El elenco está encabezado por Nancy Dupláa y Carla Peterson, que encarnan a las amigas protagonistas, y por Valeria Lois en un rol clave dentro de la historia. Las acompañan Osqui Guzmán y Carlos Belloso, junto a participaciones de María Marull, Lola Berthet, María Rosa Fugazot, Ginette Reynal y Rudy Chernicoff. La propia Piñeiro también se reserva un breve cameo, reforzando el puente entre el universo literario y su adaptación televisiva.
Uno de los rasgos distintivos de El tiempo de las moscas es su banda sonora, que se apoya con decisión en el rock y el pop argentino. A lo largo de los seis capítulos suenan clásicos y canciones muy reconocibles de Soda Stereo, Babasónicos, Las Pelotas, Vicentico, Celeste Carballo y La Delio Valdez, entre otros nombres emblemáticos. Pese a ese atractivo musical, todavía no existe en Spotify una lista oficial que reúna todos los temas de la serie, un vacío que muchos espectadores ya empezaron a notar.
La música original fue compuesta mayoritariamente por Christian Basso, fundador de La Portuaria y Sexteto Irreal. Además de su trayectoria en esas bandas, Basso integró la formación de Charly García en 1986 y es autor de bandas sonoras de cine, entre ellas la de Secret Sunshine/Milyang, película que obtuvo la Palma de Oro en el Festival de Cannes de 2007. Su trabajo en la miniserie aporta climas que alternan entre lo introspectivo, lo ominoso y lo lúdico, acompañando los cambios de tono del guion.
En uno de los episodios, la banda sonora corre por cuenta de Leo Sujatovich, histórico integrante de Spinetta Jade en los años ’80, prestigioso arreglador y compositor para cine, y padre de Mateo Sujatovich, líder de Conociendo Rusia. Su participación suma otra capa de tradición musical argentina al proyecto.
Entre las canciones destacadas que aparecen a lo largo de la trama figuran “Inocente” de La Delio Valdez, “Un día punk” de Juana Molina, “Más de lo que te imaginas” de The Sacados, “Cuando te vi” de Vicentico, “La izquierda de la noche” de Babasónicos, “Personalmente” de Las Pelotas, “Prófugos” de Soda Stereo y “Querido Coronel Pringles” de Celeste Carballo. También se escuchan piezas que forman parte del cancionero popular como “Canción del jardinero”, de María Elena Walsh, y “Fumemos un cigarrillo”, de Piero.

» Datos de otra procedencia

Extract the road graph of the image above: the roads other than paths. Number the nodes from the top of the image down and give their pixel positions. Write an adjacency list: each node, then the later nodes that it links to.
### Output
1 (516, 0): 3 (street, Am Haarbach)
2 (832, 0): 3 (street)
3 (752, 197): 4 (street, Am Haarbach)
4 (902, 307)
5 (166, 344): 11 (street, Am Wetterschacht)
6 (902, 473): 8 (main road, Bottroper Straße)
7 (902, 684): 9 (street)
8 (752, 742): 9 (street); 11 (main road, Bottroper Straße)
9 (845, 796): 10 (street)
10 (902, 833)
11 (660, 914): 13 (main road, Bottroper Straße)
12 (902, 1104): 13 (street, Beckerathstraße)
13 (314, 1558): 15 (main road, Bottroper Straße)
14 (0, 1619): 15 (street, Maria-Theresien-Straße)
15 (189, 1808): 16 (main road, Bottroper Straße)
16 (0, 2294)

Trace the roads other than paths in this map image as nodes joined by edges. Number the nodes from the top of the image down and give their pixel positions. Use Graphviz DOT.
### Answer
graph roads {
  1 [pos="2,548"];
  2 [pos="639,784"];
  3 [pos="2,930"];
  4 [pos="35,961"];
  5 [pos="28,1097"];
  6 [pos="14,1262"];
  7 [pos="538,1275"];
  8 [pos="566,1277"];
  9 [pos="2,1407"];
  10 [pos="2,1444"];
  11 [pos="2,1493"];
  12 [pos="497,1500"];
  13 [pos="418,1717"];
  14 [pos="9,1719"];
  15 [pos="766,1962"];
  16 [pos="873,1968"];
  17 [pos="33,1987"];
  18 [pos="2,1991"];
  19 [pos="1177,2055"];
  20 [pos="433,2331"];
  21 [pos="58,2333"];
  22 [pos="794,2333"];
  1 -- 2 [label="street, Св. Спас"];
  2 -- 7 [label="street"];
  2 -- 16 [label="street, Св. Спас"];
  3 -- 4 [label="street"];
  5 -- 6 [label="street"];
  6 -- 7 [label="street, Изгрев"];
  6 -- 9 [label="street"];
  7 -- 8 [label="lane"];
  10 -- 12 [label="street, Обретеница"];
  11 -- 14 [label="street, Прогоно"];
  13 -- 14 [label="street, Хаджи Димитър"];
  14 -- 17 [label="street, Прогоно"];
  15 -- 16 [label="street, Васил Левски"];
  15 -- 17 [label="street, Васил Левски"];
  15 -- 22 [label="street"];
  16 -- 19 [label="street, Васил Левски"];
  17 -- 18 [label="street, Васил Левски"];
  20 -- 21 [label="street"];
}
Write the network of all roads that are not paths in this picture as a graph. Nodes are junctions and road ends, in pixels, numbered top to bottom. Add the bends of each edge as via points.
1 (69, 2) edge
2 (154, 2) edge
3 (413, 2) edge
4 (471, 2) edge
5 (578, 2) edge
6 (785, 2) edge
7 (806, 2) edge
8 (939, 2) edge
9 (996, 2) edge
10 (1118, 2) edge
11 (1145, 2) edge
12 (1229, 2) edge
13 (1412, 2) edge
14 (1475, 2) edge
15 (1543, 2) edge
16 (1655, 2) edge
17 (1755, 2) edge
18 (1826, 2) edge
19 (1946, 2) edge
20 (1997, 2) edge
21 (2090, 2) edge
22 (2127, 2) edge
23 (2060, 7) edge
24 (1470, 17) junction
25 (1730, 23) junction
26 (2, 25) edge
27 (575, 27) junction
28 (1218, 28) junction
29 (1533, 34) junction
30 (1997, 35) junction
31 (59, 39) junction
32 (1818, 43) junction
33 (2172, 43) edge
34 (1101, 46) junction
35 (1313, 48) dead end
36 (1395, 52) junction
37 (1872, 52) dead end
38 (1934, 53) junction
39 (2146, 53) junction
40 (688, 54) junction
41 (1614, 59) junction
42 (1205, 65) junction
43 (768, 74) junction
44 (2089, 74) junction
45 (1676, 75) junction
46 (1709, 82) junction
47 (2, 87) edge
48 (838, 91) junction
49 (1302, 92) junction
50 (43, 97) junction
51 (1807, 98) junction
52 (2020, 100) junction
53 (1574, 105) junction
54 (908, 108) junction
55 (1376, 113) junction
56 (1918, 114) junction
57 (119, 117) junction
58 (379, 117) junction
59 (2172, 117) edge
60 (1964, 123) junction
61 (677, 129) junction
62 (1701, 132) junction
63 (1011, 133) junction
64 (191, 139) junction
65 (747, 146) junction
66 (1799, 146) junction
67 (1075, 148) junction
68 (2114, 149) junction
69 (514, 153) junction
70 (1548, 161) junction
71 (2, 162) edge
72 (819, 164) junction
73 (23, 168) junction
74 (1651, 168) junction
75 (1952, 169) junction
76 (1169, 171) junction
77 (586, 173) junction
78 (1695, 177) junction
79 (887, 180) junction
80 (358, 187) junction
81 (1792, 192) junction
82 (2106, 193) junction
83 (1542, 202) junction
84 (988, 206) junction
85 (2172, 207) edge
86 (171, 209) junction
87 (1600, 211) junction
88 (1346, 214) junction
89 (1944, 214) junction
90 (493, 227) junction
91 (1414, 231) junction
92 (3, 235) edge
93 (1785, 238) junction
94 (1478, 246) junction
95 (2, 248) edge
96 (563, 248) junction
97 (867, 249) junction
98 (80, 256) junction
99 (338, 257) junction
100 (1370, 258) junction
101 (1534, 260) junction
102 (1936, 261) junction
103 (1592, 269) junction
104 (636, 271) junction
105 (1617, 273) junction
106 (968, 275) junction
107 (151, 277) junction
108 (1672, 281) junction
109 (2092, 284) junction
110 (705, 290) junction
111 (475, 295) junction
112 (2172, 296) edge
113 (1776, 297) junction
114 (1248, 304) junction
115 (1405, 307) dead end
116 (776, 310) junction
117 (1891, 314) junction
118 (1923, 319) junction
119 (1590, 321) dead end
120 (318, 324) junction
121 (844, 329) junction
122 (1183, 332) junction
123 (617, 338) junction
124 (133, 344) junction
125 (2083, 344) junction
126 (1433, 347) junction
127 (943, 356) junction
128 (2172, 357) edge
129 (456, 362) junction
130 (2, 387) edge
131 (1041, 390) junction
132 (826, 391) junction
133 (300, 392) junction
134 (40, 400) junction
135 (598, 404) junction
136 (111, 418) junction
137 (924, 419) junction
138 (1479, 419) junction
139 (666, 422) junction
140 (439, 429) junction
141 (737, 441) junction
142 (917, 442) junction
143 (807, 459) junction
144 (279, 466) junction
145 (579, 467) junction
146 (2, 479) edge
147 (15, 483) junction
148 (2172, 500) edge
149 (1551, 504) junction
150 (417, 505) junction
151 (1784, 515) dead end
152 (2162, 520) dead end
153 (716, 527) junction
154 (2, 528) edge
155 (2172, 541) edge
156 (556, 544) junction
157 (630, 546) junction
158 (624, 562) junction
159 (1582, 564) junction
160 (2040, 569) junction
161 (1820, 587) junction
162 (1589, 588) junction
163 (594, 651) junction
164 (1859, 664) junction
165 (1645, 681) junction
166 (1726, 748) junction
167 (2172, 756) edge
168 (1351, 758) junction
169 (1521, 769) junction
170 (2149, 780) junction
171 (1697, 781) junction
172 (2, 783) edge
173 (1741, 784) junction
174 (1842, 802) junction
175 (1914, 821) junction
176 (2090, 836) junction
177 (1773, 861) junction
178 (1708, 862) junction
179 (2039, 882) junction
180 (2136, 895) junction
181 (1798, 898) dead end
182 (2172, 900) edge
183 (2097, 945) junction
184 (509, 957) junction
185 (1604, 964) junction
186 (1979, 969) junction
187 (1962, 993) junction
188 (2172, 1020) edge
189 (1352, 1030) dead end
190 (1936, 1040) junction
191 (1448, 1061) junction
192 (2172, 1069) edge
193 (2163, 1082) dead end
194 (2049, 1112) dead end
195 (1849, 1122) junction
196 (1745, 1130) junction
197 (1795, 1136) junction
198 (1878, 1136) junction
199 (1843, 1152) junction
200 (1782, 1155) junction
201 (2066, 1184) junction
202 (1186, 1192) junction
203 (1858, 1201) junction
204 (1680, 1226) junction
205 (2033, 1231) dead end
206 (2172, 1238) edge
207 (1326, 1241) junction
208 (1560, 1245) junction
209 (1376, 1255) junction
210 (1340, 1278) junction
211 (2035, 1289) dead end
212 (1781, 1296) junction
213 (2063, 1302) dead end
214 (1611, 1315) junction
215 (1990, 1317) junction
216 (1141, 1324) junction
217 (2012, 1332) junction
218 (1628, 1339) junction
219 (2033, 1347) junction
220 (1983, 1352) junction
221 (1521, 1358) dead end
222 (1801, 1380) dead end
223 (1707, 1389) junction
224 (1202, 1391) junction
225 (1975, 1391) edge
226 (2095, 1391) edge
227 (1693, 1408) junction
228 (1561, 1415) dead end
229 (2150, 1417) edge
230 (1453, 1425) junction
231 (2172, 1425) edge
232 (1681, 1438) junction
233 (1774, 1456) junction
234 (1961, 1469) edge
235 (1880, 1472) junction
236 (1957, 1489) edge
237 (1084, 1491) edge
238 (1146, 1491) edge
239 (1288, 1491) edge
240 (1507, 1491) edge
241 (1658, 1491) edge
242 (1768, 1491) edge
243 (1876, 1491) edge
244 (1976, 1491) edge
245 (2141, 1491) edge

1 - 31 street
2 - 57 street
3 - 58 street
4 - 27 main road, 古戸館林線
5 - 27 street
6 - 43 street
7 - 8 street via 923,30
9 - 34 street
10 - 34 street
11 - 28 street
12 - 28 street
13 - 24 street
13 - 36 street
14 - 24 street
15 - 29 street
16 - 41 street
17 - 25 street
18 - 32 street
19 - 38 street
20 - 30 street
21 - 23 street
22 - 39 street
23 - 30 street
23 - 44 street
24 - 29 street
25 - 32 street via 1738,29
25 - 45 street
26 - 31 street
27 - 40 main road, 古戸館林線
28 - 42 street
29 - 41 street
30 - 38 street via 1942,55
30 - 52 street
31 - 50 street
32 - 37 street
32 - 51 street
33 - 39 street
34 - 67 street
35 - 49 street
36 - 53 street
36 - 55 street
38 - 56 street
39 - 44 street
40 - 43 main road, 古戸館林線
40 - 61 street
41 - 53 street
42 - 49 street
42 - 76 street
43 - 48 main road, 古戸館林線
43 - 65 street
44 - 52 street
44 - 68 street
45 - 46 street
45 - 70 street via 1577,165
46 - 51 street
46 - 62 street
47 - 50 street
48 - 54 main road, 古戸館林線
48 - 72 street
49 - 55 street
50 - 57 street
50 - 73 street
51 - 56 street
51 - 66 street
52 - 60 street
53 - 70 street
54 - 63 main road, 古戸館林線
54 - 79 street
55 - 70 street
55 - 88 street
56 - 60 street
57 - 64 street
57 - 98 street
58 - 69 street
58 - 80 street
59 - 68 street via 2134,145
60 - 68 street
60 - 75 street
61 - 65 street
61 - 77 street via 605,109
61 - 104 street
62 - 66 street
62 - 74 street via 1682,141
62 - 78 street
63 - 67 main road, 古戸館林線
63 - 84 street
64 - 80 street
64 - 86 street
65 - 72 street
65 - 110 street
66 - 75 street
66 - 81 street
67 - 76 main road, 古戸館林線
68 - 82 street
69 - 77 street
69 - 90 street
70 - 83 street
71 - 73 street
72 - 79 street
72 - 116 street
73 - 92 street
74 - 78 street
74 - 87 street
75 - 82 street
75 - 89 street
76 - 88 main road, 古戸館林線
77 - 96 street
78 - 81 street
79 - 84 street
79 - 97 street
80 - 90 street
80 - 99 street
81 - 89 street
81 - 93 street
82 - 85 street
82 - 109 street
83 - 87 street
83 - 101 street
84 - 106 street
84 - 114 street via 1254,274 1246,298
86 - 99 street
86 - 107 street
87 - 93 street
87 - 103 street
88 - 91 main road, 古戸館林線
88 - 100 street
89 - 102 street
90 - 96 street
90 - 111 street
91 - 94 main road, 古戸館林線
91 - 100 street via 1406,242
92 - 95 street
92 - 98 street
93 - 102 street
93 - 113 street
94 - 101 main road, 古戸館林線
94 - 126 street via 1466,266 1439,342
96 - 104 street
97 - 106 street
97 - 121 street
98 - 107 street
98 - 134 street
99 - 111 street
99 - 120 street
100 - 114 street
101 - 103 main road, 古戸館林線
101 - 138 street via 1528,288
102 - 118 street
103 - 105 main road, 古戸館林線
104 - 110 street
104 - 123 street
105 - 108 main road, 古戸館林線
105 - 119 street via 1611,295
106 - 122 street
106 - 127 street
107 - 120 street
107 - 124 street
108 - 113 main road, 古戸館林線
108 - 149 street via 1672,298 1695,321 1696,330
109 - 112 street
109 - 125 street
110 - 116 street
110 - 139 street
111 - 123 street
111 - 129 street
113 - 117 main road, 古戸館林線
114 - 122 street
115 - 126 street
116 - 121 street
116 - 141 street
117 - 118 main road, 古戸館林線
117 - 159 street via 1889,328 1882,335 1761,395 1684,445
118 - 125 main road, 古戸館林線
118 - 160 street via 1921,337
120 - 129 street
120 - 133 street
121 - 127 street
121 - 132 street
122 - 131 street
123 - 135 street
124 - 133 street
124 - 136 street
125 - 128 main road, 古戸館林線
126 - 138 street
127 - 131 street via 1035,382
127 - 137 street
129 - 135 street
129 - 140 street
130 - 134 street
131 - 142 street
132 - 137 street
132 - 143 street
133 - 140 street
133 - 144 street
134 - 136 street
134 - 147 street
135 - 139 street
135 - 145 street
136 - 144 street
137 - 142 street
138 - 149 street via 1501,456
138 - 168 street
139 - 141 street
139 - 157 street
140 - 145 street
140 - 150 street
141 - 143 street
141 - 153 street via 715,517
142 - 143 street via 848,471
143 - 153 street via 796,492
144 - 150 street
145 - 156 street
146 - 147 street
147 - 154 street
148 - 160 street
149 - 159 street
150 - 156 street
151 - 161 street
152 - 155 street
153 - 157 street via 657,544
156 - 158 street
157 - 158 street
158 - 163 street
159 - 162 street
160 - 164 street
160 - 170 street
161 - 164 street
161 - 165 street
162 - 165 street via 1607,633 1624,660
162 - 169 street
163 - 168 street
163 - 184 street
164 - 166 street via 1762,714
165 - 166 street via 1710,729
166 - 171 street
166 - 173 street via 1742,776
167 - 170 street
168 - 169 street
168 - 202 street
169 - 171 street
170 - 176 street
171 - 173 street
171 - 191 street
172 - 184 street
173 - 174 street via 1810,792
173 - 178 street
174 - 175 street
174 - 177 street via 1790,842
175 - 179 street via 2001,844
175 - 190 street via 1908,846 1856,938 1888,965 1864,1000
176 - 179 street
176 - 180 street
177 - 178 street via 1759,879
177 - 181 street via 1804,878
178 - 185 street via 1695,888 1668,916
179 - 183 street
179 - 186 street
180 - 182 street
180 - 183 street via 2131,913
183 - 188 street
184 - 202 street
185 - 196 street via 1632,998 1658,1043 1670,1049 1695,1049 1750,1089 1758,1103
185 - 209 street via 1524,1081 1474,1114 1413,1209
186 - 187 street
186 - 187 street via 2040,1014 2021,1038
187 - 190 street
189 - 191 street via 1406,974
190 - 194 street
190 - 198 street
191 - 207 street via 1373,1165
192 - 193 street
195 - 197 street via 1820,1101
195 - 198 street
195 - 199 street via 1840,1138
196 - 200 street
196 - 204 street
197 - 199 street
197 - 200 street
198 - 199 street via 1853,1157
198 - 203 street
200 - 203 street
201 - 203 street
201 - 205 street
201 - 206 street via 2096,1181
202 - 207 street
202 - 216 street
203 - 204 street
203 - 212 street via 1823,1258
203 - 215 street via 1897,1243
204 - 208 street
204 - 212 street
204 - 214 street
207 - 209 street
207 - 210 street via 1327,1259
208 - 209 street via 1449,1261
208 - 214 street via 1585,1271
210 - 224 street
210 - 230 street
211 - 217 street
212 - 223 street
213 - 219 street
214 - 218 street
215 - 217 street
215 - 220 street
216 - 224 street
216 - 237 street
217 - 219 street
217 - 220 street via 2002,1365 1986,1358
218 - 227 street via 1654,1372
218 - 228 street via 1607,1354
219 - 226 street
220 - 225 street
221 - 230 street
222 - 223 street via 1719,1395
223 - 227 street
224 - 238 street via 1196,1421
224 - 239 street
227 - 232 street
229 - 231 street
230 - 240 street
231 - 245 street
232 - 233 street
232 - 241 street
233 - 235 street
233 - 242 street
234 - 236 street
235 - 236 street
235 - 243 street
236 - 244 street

Con una combinación de thriller criminal, humor ácido, comentario social y una selección musical que recorre varias décadas de la escena local, El tiempo de las moscas se posiciona como uno de los primeros grandes éxitos argentinos del año en Netflix. Su recepción inicial sugiere que el universo creado por Piñeiro encontró en la pantalla una nueva vía para conectar con el público, apoyado en actuaciones sólidas y en una mirada singular sobre dos mujeres que intentan reescribir su destino.